This week I introduced the Small Budget Hosted Virtual Lab (SBHVL) project, and in this post I will describe the basic setup of the physical lab host, the network architecture and some related security aspects.
Installing ESXi on the physical box
As I already mentioned I have rented a server from a hosting company to run the lab on, and - compared to running your own box at home - this does of course require different steps for installing the server and involves different challenges for configuring networking. If you run the box at home then you have physical access to the server, its console and CD-ROM drive, so you just go and install the latest version of ESXi on it using an installation CD that you burned yourself. I recommend that you create the ISO file for that yourself using my ESXi-Customizer-PS script, because that allows you to create an installation ISO that includes the latest patch level of ESXi. This way you just install the server with this ISO and don't need to apply any updates immediately after the installation.

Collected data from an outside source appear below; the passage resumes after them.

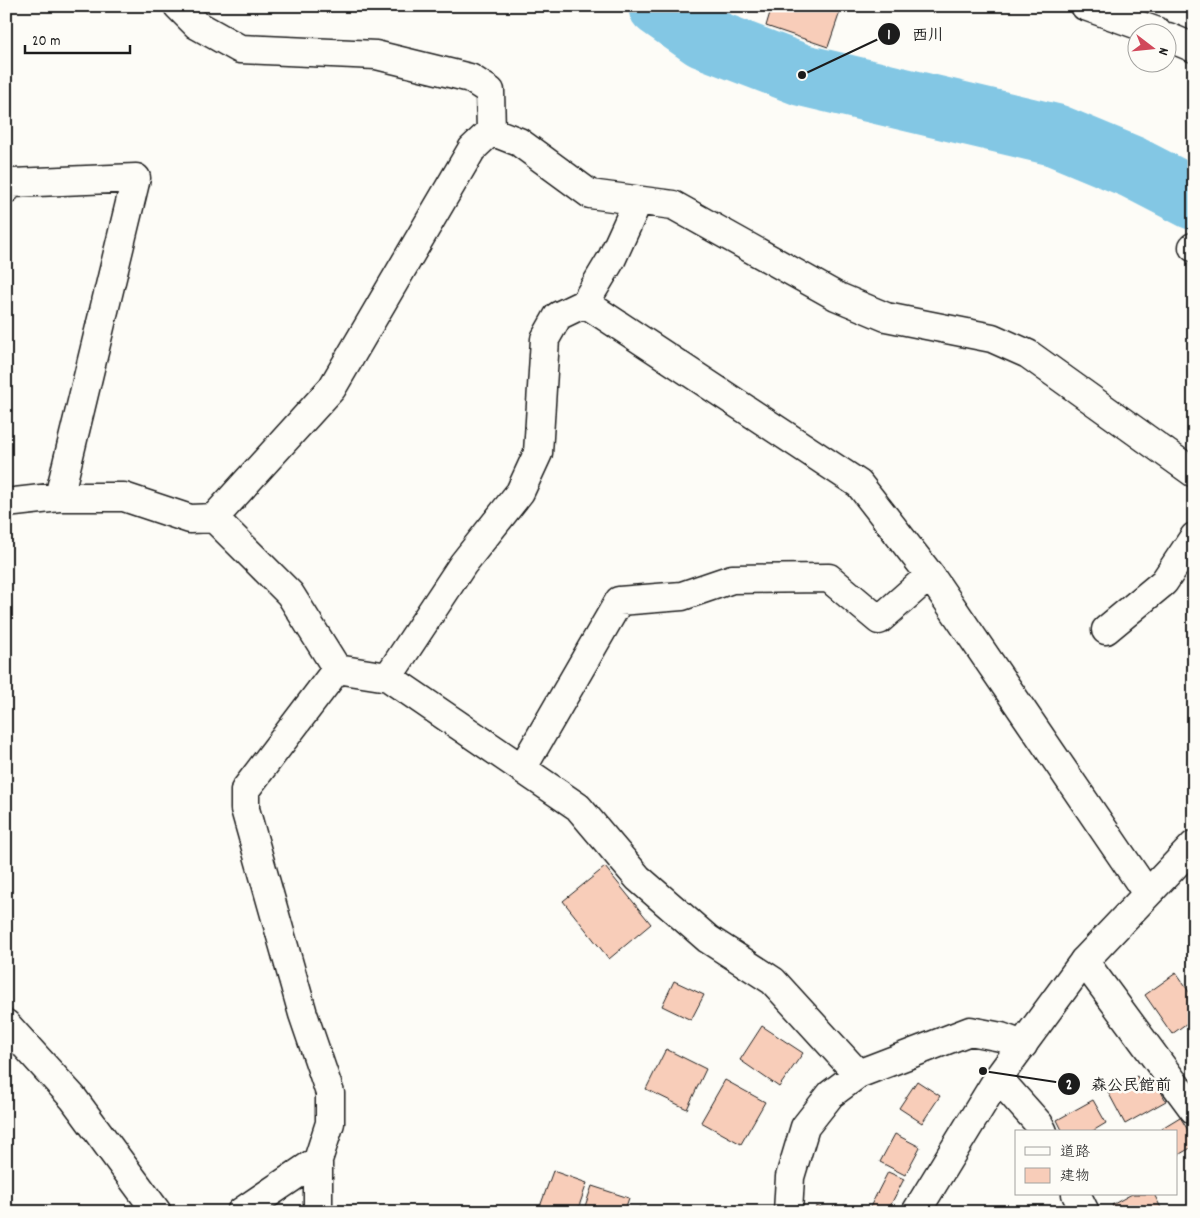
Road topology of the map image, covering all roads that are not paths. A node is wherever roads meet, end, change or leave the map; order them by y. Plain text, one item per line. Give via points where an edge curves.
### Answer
1 (178, 6) edge
2 (1085, 6) edge
3 (1150, 22) edge
4 (1178, 41) edge
5 (1194, 48) edge
6 (491, 131) junction
7 (6, 188) edge
8 (638, 201) junction
9 (585, 303) junction
10 (1194, 472) edge
11 (59, 497) junction
12 (6, 503) edge
13 (214, 518) junction
14 (1194, 538) edge
15 (930, 575) junction
16 (1106, 630) dead end
17 (337, 669) junction
18 (388, 677) junction
19 (522, 767) junction
20 (1194, 845) edge
21 (1147, 893) junction
22 (1084, 961) junction
23 (6, 1024) edge
24 (1023, 1045) junction
25 (858, 1074) junction
26 (998, 1078) junction
27 (1194, 1110) edge
28 (1042, 1130) edge
29 (318, 1160) junction
30 (1077, 1196) edge
31 (157, 1212) edge
32 (241, 1212) edge
33 (318, 1212) edge
34 (788, 1212) edge
35 (916, 1212) edge
36 (1085, 1212) edge

1 - 6 street via 197,25 240,50 376,55 470,78 490,91
2 - 3 street
4 - 5 street
6 - 8 street via 519,142 590,194
6 - 13 street via 472,149 332,388
7 - 11 street via 12,183 136,178
8 - 9 street via 612,258
8 - 10 street via 673,206 836,296 886,318 992,338 1028,354
9 - 15 street via 859,484
9 - 18 street via 558,316 545,339 538,453 520,492 463,564
11 - 12 street
11 - 13 street via 124,497 190,519
13 - 17 street via 290,594
14 - 16 street via 1164,582
15 - 19 street via 879,620 829,578 732,578 682,596 619,601
15 - 21 street
17 - 18 street
17 - 29 street via 245,790 245,809 303,1014 330,1093 330,1123
18 - 19 street
19 - 25 street via 578,807 638,878 708,939 774,981
20 - 21 street
21 - 22 street
22 - 24 street
22 - 27 street
23 - 31 street via 73,1098
24 - 25 street via 970,1031
24 - 26 street
25 - 34 street via 831,1094 805,1127 790,1177
26 - 28 street
26 - 35 street
29 - 32 street
29 - 33 street
30 - 36 street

If your server is located at a hosting company then you either need some sort of remote access to the console and a virtual CD-ROM drive that you can connect the installation ISO file to (like an HP iLO board). The hosting company that I chose does offer this, but only temporarily and as a paid service. So, when ordering the server I also booked this service and added the remark that I want to install ESXi ... only to find out that these guys would hand over the server to me after installing ESXi themselves. That was okay for my part, but had one caveat: They installed ESXi 5.0, but not the latest patch level. So, my first action was to update the host to the current patch level, and I followed these steps to do this:
- Temporarily enable the Remote shell on the host: In the vSphere client go to "Host Configuration / Security Profile / Services Properties" and start the "SSH" daemon there. In the "Firewall properties" at the same place enable the service "httpClient" to allow outgoing http(s) connections.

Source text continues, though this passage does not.